Describe the creative idea

As the world’s number one pizza company, Domino’s will go to great lengths for the love of pizza. That’s why Domino’s tackled what no pizza brand—or any other type of brand, for that matter—would think to do: fix the nation’s roads. We realized that almost all carryout customers share an unexpected archnemesis: bad roads that can ruin good pizza when it bumps around in the carryout box on the drive home. So, with Paving for Pizza, Domino’s committed to paving potholes and fixing roads in all 50 states, in order for those customers to be guaranteed a smoother ride home for their pizzas, no matter where they live.

Describe the PR strategy

We took a step back to look at the cultural context of the moment: domestic issues like infrastructure were going unaddressed. Customers carry out their pizza because they crave total control, end to end, in their experience. Proving we understand and empathize with these customers was key to reaching them. By combining the cultural tension around infrastructure with the consumer insight on control, the creative concept of paving roads, to ensure a safer ride for pizza, was born.

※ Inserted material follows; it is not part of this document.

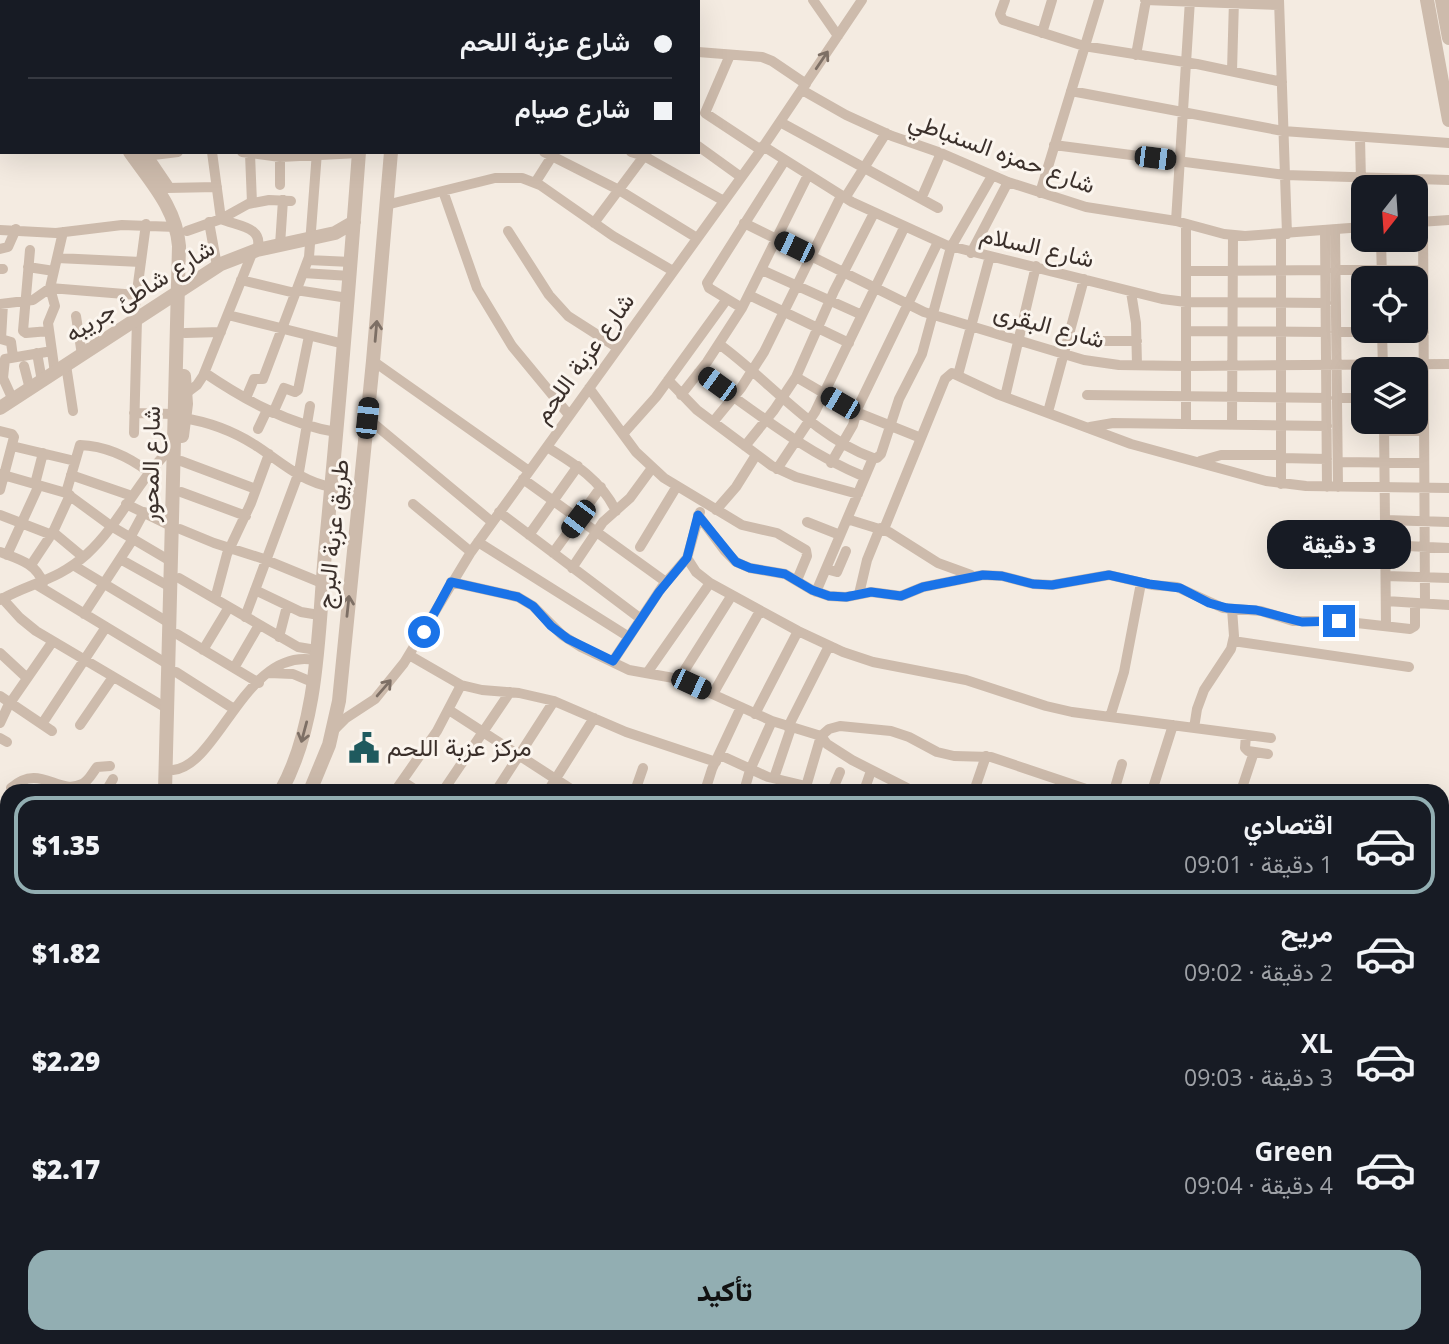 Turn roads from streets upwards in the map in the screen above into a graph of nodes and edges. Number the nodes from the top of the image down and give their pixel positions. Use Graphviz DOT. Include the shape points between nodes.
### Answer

We cold-called 1,300 county governments, offering them donations for paving, and learned that free money is surprisingly hard to give away. Ultimately, we secured a partner city (Bartonville, Texas) to serve as a prototype for the project, which allowed proof of concept to other potential city governments. We paved three cities before National Television started and paving submissions started rolling in through the microsite.

Describe the PR execution

Show, don’t tell, was our motto. On June 11, we unveiled the campaign by announcing that Domino’s had filled potholes in Bartonville, Texas; Milford, Delaware; Athens, Georgia; and Burbank, California, and asked consumers to help Domino’s decide where to go next.

Outreach efforts included conversations with national consumer outlets and stimulating organic conversation on social media. When a town was awarded a paving grant, they also received a branded asset kit—and Domino’s gift cards to feed the crew—which further promoted the campaign.

After seeing a large number of local governments nominating their towns for paving, we recognized an opportunity to sustain the campaign. On August 28, Domino’s announced that it would be coming to one town in each of the 50 states during the next year. The announcement itself received another windfall of coverage and ensures continued media coverage each time a new city receives a grant.

List the results

The day after launch, Paving for Pizza was upvoted to the #1 post on Reddit.com, and the following day, a trending story on LinkedIn. In the first week, the campaign garnered 35,000 organic social media mentions. And within a month, it became a national sensation, garnering more than a billion earned media impressions with coverage across top-tier national media, including USA Today, NBC’s “Today” show, “The Late Late Show with James Corden,” Bloomberg, and the Washington Post. And each time a paving grant went before a city council, and then on Paving Day itself, the campaign received an onslaught of local broadcast and print coverage.

Most importantly, the campaign inspired direct consumer response. At the end of the submission period, the microsite had garnered over 194,066 unique submissions from 17,198 different ZIP codes in all 50 states.